Description of the task: Lines with the word "Drüdingstraße" are the ones wanted. Copy each of them from the entries below.

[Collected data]

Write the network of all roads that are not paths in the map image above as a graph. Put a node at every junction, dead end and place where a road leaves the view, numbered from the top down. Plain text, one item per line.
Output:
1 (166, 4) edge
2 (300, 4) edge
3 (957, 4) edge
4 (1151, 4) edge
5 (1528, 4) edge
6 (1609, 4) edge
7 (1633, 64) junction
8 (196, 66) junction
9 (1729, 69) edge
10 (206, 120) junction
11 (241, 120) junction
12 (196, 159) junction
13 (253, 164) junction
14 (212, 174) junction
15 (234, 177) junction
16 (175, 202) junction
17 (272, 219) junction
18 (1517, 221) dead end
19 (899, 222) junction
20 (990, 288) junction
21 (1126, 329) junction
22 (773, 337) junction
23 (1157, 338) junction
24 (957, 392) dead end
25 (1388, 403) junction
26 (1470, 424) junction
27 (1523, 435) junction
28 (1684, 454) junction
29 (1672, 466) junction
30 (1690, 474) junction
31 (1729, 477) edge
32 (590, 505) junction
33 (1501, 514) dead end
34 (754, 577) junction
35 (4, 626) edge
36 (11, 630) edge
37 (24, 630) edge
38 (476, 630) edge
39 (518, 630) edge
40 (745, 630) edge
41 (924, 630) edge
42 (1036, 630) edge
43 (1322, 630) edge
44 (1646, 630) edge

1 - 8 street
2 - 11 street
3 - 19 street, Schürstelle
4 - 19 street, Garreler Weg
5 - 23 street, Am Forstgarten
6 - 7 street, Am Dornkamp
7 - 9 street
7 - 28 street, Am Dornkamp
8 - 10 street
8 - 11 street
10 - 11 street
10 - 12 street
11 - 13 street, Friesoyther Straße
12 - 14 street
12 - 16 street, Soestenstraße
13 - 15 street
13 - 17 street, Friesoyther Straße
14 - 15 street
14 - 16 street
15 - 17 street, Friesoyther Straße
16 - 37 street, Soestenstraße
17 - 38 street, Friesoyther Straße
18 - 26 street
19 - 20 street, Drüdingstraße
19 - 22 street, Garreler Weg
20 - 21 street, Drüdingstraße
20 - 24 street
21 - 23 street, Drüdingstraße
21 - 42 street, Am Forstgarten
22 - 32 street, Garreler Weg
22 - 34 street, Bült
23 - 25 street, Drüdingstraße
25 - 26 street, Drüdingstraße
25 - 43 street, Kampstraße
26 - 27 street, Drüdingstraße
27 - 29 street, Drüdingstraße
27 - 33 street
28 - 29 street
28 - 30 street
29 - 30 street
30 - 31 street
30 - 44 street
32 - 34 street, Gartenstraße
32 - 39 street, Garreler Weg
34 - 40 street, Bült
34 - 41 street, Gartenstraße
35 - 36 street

Solution to this problem:
19 - 20 street, Drüdingstraße
20 - 21 street, Drüdingstraße
21 - 23 street, Drüdingstraße
23 - 25 street, Drüdingstraße
25 - 26 street, Drüdingstraße
26 - 27 street, Drüdingstraße
27 - 29 street, Drüdingstraße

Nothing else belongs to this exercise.